Ben yalanı kategorilere ayırdım. Beyaz yalanlar deyimi benim yarattığım bir kategori değildir. Çok yaygın olarak kullanılır. Zarar vermek için değil tersine kimse incinmesin, kırılmasın, üzülmesin diye söylenir. Başı sıkışınca insanlar bu tür yalana başvurur genellikle. Böylece hiç değilse içinde bulundukları zorluktan kurtulmuş olurlar. Yalanları ortaya çıkarsa da kendilerine çok fazla kızan olmaz, ne olsa iyi niyetle söylemiştir.
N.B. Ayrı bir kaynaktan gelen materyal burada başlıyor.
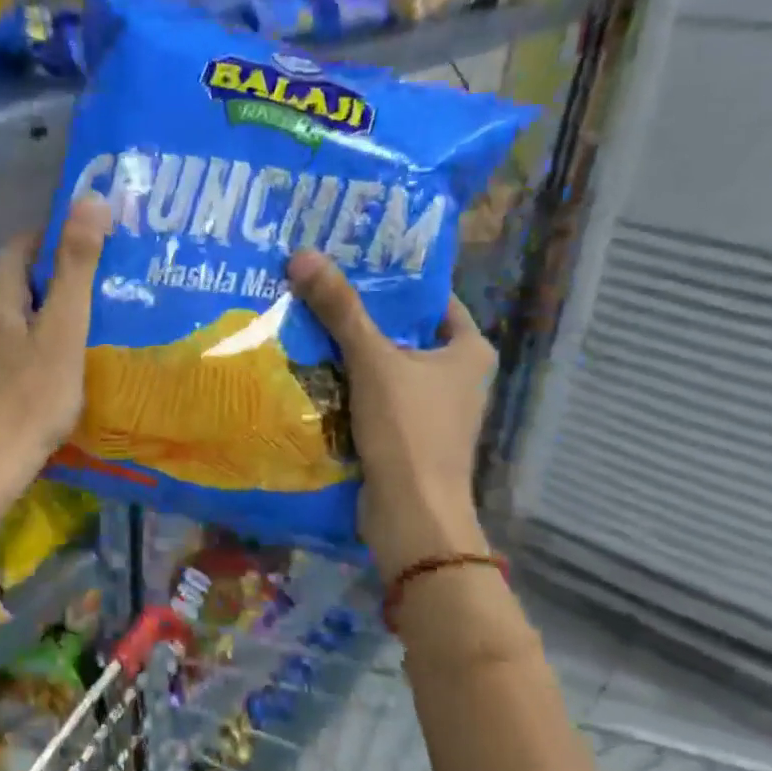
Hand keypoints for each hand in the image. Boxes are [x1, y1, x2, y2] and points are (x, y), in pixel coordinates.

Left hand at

Pembe yalanlar daha çok sevgiliyi ya da eşi kızdırmamak için kullanılır. Öğrenciliğimizde sıkışınca öğretmenlere de bu tür yalanlar söylemişizdir zaman, zaman. Bunlar, beyaz yalanlardan farklı olarak er ya da geç ortaya çıkmaya mahkûmdur. Pembe yalanların bir özelliği çok üretken olmalarıdır, her zaman birbirlerini kovalar; bir kez pembe yalanlar devreye girdi mi diğerleri illâki onları kovalar. Karşı taraf uyanıksa da yalanı yutmadıysa ilişki en azından zedelenir, ya da daha neler, neler olabilir ama yazmaya dilim varmıyor. Kendisine yalan söylenen uyanık bir tip değil ise diğer pembe yalanlara gebedir demektir.
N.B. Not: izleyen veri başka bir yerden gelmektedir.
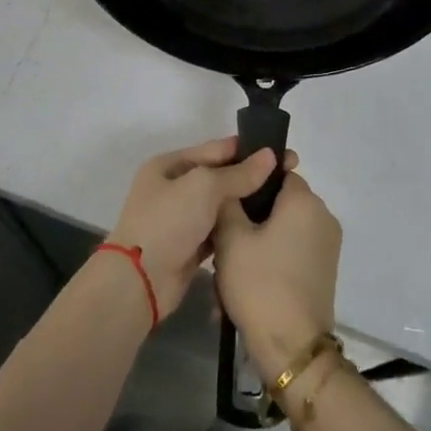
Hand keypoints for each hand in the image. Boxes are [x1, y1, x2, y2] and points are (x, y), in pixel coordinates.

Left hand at [106, 138, 292, 320]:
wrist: (140, 281)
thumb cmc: (168, 222)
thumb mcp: (204, 187)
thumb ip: (238, 173)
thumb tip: (270, 156)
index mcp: (169, 165)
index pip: (216, 149)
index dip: (250, 150)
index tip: (284, 154)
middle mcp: (173, 187)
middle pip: (220, 176)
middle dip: (252, 177)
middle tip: (290, 178)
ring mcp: (180, 219)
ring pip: (220, 205)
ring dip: (245, 203)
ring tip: (282, 202)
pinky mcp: (189, 247)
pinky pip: (218, 230)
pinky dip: (236, 228)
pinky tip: (262, 228)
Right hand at [214, 170, 341, 376]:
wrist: (292, 347)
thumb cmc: (260, 283)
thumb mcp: (230, 238)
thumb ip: (228, 201)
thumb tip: (231, 183)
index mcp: (305, 200)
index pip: (277, 171)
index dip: (249, 182)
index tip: (226, 199)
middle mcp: (323, 216)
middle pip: (279, 203)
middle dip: (249, 219)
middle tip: (221, 241)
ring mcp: (328, 245)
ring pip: (283, 230)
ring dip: (256, 244)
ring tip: (227, 271)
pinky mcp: (325, 271)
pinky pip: (292, 252)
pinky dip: (270, 262)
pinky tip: (244, 287)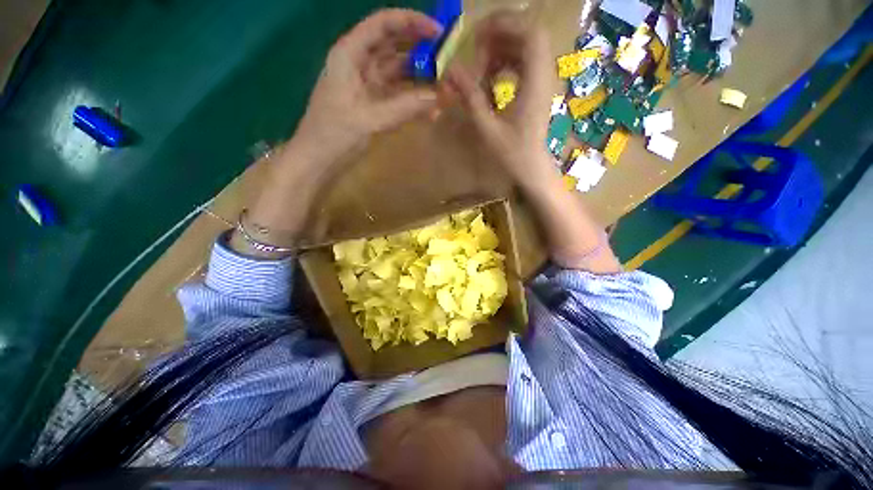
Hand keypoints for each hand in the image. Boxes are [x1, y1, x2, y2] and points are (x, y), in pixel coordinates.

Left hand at [292, 9, 442, 162]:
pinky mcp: (375, 105)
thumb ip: (405, 107)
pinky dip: (415, 102)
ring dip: (422, 81)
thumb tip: (440, 97)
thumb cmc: (334, 136)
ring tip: (445, 91)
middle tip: (449, 64)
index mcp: (350, 54)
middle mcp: (361, 64)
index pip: (383, 25)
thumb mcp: (370, 119)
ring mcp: (369, 86)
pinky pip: (399, 97)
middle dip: (422, 53)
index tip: (439, 32)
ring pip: (400, 75)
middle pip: (395, 48)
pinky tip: (431, 111)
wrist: (319, 161)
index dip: (411, 22)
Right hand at [445, 12, 555, 186]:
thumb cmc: (512, 153)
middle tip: (475, 50)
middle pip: (528, 34)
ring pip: (524, 47)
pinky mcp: (536, 87)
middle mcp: (543, 75)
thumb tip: (452, 70)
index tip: (477, 36)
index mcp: (535, 83)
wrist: (531, 166)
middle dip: (499, 35)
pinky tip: (490, 79)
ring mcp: (542, 80)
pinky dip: (504, 63)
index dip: (505, 24)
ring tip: (480, 68)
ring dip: (500, 50)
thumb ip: (471, 97)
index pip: (530, 33)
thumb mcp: (488, 128)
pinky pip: (522, 62)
Bir de kötü yalanlar vardır, yalanın iyisi mi olur sorusunu yukarıda yanıtladım sanırım. Kötü yalanların başında, masum bir insana ya da insanlara iftira atmak gelir. Örneğin “ben onları gördüm, görmediğimi ise duydum, camide uygunsuz şeyler yapıyorlardı” diye bir yalan söylerseniz bu, çamur at izi kalsın türünden kötü bir yalandır, inanırlığı tartışma götürür. Yalanın sahibini bağlar, ortaya çıktı mı onun güvenirliğini yok eder. Bu tür yalanların örneklerini sıralasam sayfalar dolar. Ne var ki hiçbir yalan sonsuza dek gizli kalmaz deseler de ben bilemem; ama kötü yalanlar nedense hemen ortaya çıkar.
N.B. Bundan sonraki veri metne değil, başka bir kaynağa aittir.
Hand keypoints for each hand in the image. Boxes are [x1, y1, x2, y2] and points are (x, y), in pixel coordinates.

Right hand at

Bir de iğrenç yalanlar vardır ki tüm yalanların en kötüsüdür. Bu tür yalanlara başvuranlar herkese, her ortamda ve her fırsatta hiç çekinmeden, hiçbir etik değer taşımaya özen göstermeksizin, ağzına geleni akıl süzgecinden geçirmeyerek sürekli yineler. Yalandır adı üstünde, gerçekle uzak yakın ilgisi yoktur. Böylesi yalanları bir beyin yıkamak aracı olarak kullanır; yalanını söyler, izleyen gün yine, sonraki gün tekrar ve hiç bıkmadan aynı yalanı söyler; söyleye, söyleye kendi yalanına kendi de inanarak yalan söylemenin şehvetine kapılır. Gözleri çakmak, çakmak, ağzı köpürerek, nefret saçarak kendi yalanıyla sanki beslenir. Dur durak tanımaz. Toplumun en fazla değer verdiği kurum ve kişileri karalar. Kalp kırar, çevresini öfke toplumu durumuna getirir. Yalanlarla çevresini kandırmak amacındadır ve bir noktaya kadar başarılı da olur. Bazı insanlar inanır, inanmayanları ise hainlikle suçlamaya kadar gider işin ucu.
Yalanla ilgili atasözleri, deyişler vardır. “Yalandan kim ölmüş”, yalan söylemenin söyleyene bir zararı olmaz anlamında kullanılır. Rahmetli halamın çok kullandığı güzel bir deyiş vardı, “yalan da olsa söyle Tatar ağası” yani güzel bir övgü gerçek değilse bile sen söyle ki karşındakinin de hoşuna gitsin gibisinden. “Yalancının mumu yatsıya kadar yanar” sözü ne kadar doğrudur bilemem; sırasında yalanlar kaç yatsı görür, bazı insanlar sonun gelmesini bekleyedururlar bazıları ise (salak gibi demeye terbiyem izin vermediği için söylemeyeceğim ama) hep inanırlar. Bekleyenler mi yalanlara inananlar mı daha suçlu siz karar verin.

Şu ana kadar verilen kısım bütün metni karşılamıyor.